## Work to be completed
Search the records for "leaves". Report every line where it occurs.

--- Exercise input ---

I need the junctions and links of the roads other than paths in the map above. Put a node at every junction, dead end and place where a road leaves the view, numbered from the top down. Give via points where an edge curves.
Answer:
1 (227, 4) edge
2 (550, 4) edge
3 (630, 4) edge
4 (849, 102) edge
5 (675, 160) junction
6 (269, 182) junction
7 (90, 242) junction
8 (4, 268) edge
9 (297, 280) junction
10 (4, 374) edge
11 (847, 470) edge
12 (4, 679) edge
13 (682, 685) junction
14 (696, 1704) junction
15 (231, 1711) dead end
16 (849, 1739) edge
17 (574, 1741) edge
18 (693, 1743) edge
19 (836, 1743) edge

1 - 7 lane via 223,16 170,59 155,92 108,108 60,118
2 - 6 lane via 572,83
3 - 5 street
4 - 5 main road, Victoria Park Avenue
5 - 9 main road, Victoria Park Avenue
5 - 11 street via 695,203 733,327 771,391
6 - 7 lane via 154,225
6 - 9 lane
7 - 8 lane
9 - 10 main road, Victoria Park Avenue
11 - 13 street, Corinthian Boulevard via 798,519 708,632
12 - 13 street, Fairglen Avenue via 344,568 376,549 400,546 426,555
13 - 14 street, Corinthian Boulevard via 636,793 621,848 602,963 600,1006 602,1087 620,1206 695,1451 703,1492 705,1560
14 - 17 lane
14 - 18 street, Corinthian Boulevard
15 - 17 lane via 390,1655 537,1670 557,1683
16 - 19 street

---
--- Exercise input ---

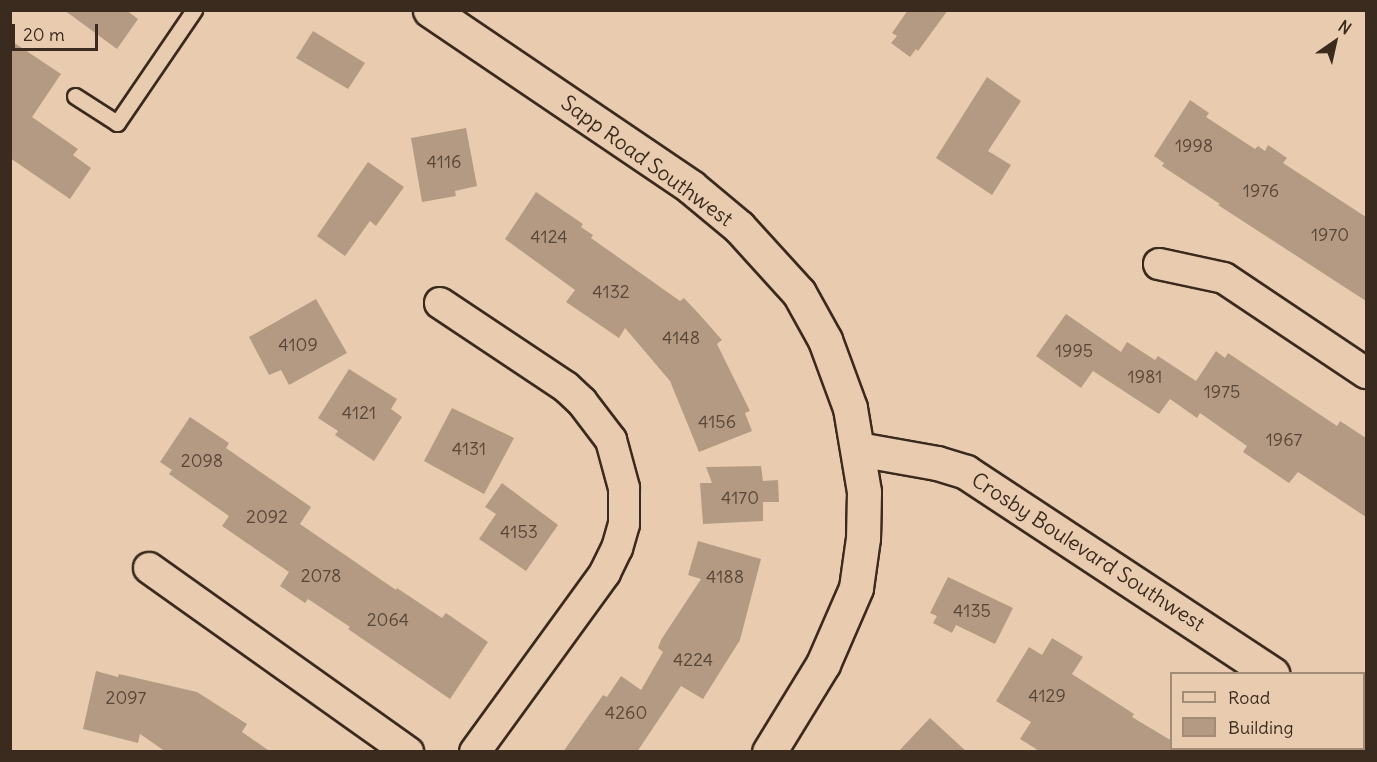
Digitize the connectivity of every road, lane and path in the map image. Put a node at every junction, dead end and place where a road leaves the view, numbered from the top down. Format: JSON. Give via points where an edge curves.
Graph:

---
--- Exercise input ---

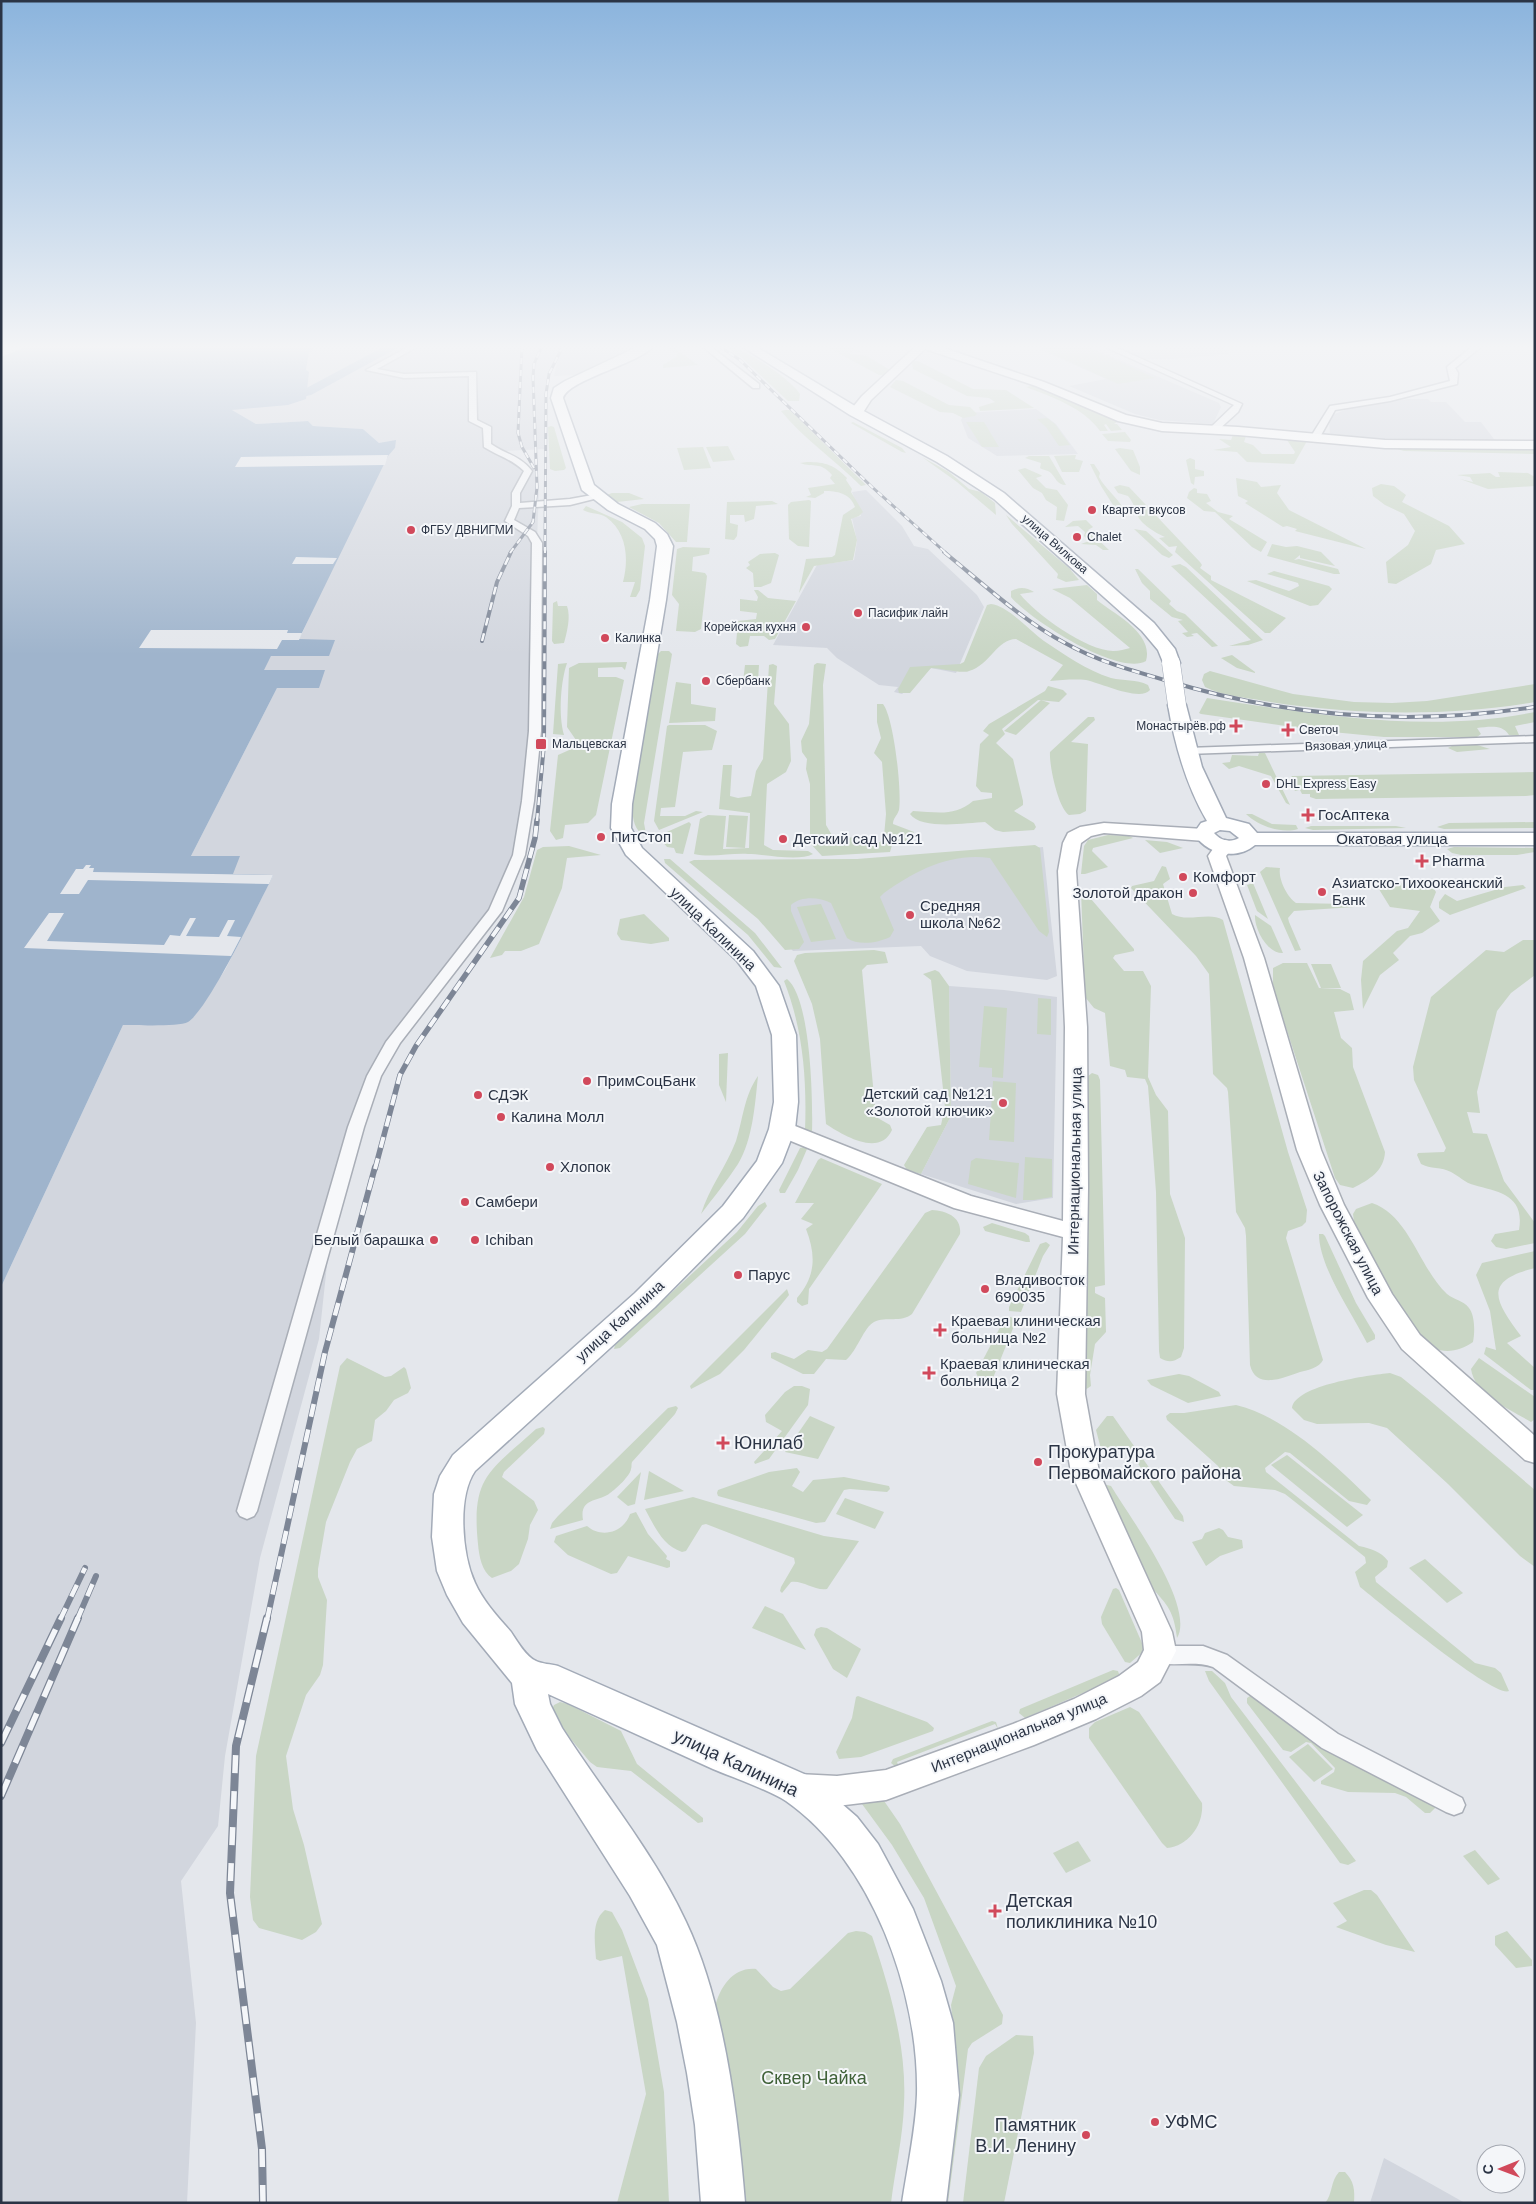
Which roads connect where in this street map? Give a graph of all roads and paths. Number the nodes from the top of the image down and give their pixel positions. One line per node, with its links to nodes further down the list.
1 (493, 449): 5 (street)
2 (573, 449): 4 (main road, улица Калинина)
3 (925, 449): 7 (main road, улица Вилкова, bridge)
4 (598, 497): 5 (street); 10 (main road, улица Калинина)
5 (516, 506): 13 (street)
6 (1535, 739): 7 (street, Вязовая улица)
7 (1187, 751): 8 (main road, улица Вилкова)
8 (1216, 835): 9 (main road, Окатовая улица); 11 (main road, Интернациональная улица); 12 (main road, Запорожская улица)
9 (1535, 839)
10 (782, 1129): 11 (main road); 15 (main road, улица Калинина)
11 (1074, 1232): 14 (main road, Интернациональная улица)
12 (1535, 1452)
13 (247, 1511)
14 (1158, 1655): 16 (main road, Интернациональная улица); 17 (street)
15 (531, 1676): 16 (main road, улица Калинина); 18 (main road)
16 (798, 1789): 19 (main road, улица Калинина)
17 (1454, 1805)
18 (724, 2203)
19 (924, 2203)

---

## Response area
I need the junctions and links of the roads other than paths in the map above. Put a node at every junction, dead end and place where a road leaves the view, numbered from the top down. Give via points where an edge curves.
Digitize the connectivity of every road, lane and path in the map image. Put a node at every junction, dead end and place where a road leaves the view, numbered from the top down. Format: JSON. Give via points where an edge curves.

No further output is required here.